AR and VR will take the front seat
Improving the shopping experience for customers has always been at the top of every eCommerce company’s priority list. In the coming days, this trend will get bigger with the incorporation of tech, especially in the form of Augmented Reality (AR) and Virtual Reality (VR). Retailers will work to make the shopping experience more fun and close-to-reality, interactive, and seamless with the help of the latest tech innovations.
Increased customization and on-site personalization
On-site personalization will be prioritized by the online retailers in the following days. People will get the chance to customize their product and purchase experiences to make the best buying decisions. Browsing and buying behavior will be tracked by tools embedded on the website to increase the sales possibilities.

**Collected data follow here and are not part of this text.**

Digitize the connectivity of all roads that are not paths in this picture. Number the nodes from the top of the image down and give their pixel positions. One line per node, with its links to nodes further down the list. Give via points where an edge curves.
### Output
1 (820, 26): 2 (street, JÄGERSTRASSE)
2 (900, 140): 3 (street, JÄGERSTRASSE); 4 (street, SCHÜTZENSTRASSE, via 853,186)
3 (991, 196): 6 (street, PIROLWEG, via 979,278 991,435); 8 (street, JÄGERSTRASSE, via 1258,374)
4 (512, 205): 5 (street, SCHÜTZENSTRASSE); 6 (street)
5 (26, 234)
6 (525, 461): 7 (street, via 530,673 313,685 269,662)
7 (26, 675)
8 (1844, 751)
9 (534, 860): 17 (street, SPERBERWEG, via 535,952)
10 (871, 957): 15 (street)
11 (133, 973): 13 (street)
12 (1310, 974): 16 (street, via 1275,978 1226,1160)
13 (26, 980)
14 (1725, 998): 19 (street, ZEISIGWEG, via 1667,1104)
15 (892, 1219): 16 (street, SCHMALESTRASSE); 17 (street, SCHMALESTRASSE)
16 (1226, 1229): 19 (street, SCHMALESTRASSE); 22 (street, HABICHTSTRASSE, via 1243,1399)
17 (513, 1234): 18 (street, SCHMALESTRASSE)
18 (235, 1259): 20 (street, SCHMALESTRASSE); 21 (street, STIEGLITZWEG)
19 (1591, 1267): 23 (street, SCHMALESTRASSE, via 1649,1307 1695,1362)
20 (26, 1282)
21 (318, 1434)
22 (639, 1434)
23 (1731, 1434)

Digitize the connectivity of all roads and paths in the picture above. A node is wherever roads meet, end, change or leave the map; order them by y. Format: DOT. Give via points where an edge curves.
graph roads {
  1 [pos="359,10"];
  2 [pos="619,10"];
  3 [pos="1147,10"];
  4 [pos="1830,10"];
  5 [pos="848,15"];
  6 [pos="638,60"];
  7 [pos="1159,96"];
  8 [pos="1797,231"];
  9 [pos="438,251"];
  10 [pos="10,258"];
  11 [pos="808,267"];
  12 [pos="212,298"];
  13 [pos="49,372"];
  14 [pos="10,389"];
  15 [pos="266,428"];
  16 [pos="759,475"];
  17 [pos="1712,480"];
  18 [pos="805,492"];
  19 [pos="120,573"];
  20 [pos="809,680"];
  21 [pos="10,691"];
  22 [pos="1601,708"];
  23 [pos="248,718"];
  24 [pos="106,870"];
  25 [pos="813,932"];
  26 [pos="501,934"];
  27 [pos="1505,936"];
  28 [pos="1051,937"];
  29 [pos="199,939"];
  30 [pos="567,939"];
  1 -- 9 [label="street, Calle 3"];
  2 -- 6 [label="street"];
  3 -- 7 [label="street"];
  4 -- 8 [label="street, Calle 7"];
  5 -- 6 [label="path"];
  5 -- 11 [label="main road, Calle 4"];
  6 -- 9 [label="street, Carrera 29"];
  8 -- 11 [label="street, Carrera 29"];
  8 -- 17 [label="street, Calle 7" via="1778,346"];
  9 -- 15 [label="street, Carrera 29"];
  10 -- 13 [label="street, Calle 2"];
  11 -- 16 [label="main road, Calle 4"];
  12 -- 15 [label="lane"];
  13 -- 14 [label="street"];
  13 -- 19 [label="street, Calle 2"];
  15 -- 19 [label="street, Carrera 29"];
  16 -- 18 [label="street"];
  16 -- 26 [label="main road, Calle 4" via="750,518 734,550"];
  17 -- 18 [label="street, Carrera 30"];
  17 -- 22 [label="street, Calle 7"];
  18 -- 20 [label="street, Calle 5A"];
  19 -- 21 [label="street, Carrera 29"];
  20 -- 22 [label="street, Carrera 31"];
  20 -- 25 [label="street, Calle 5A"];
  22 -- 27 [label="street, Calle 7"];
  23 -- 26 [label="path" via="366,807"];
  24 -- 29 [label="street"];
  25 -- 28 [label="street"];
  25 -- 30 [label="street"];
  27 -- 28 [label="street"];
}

More seamless ways to pay for online purchases will also be taken into consideration by the smallest to the largest eCommerce companies.
Social media will continue playing a pivotal role in eCommerce in the coming days. However, the social media giants will scale up their eCommerce ventures to stay ahead in the competition. Brands will take to prominent platforms more and understand their importance in creating buzz for their products/services. Popular social media giants, like Instagram and Facebook, also plan to integrate direct purchases from their platforms.
Last but not least, content on eCommerce platforms will take a storytelling approach, be it product descriptions, reviews, or explainer videos. These will help improve buying behavior and convert more visitors. Descriptive content in the form of interactive videos, reviews of real people who you can reach out to, and voice content will be incorporated by the biggest eCommerce companies, as well as the startups. This enhanced storytelling approach will get more people to buy new products, as it will build trust and loyalty with the brand.